悪人 の商品レビュー
おもしろかったです。九州の話で、博多弁や知っている地名がたくさんでたから余計に親近感が持てました。 この本はぱらぱらとページをめくって、目次を見たときに読もう!と決めました。 第一章 彼女は誰に会いたかったか? 第二章 彼は誰に会いたかったか? 第三章 彼女は誰に出会ったか?...

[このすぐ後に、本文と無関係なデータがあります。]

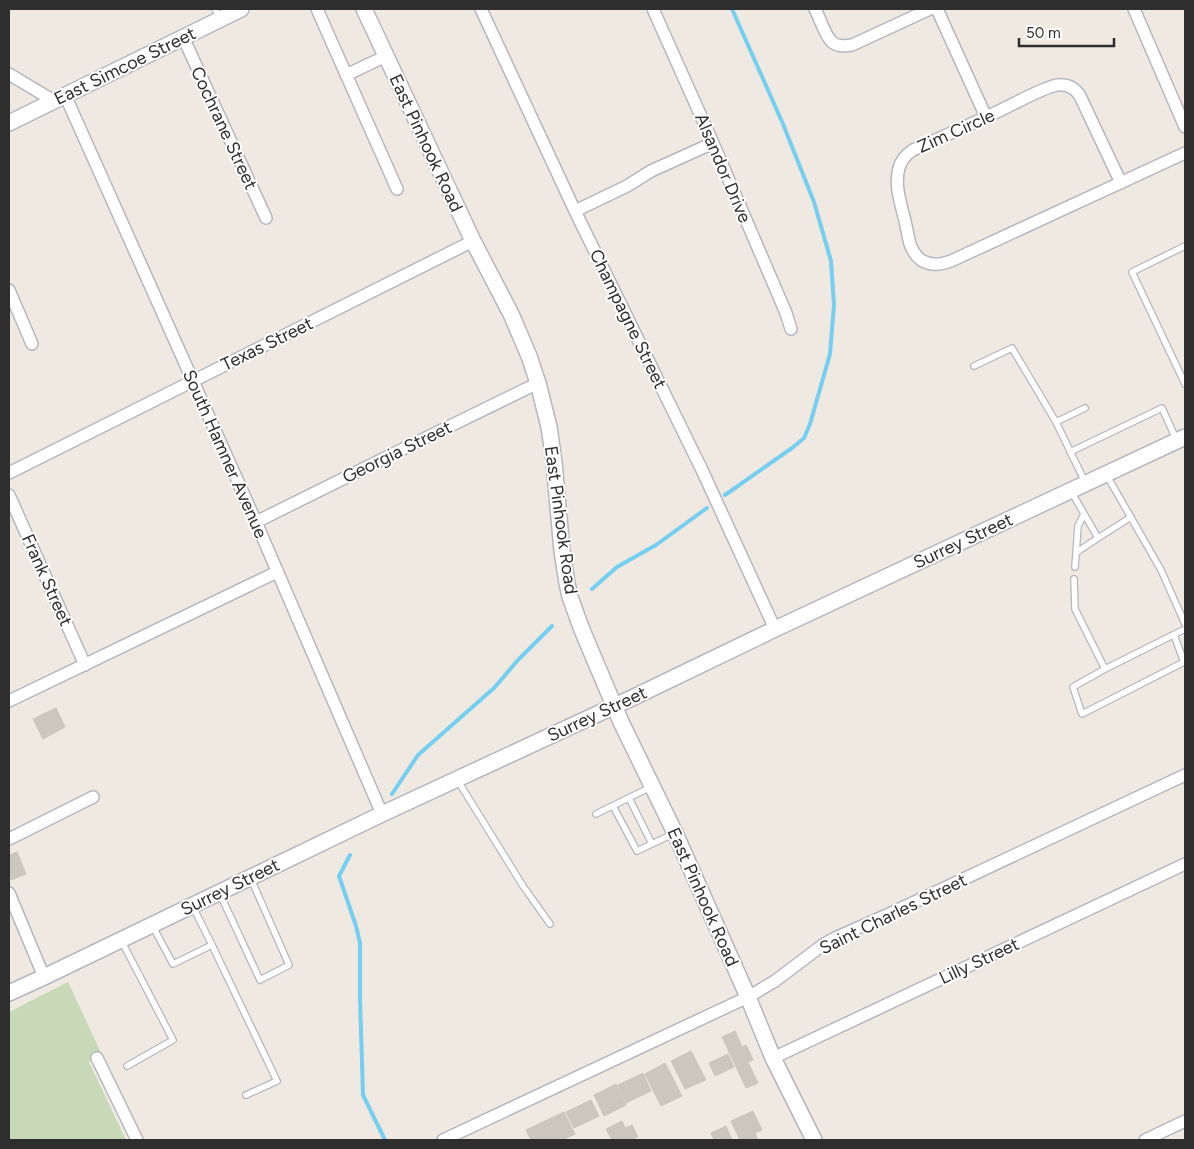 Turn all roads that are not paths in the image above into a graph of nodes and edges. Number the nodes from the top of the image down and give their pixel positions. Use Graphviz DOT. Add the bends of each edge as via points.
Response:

おもしろかったです。九州の話で、博多弁や知っている地名がたくさんでたから余計に親近感が持てました。 この本はぱらぱらとページをめくって、目次を見たときに読もう!と決めました。 第一章 彼女は誰に会いたかったか? 第二章 彼は誰に会いたかったか? 第三章 彼女は誰に出会ったか? 第四章 彼は誰に出会ったか? 最終章 私が出会った悪人 うーん、なんてそそる構成なんだ。 一番の悪人は殺人をした彼。だけど極悪人というよりは、ずるい人という感じですかね。 結局自分一人でいろいろかぶってさ。 あともう一つ考えたのは悪人ってのは世間じゃないかと。 本当のことを知らずに騒ぎ立てたり、祐一が嘘をついてまでかばった彼女を「マインドコントロール」と思わせてしまうとか。 本当は心優しい祐一をおびえる女性を見て興奮するタイプと限定しちゃうところとかさ。 不覚にも泣きそうになってしまった箇所もあったりで大満足です。 再読したい1冊です。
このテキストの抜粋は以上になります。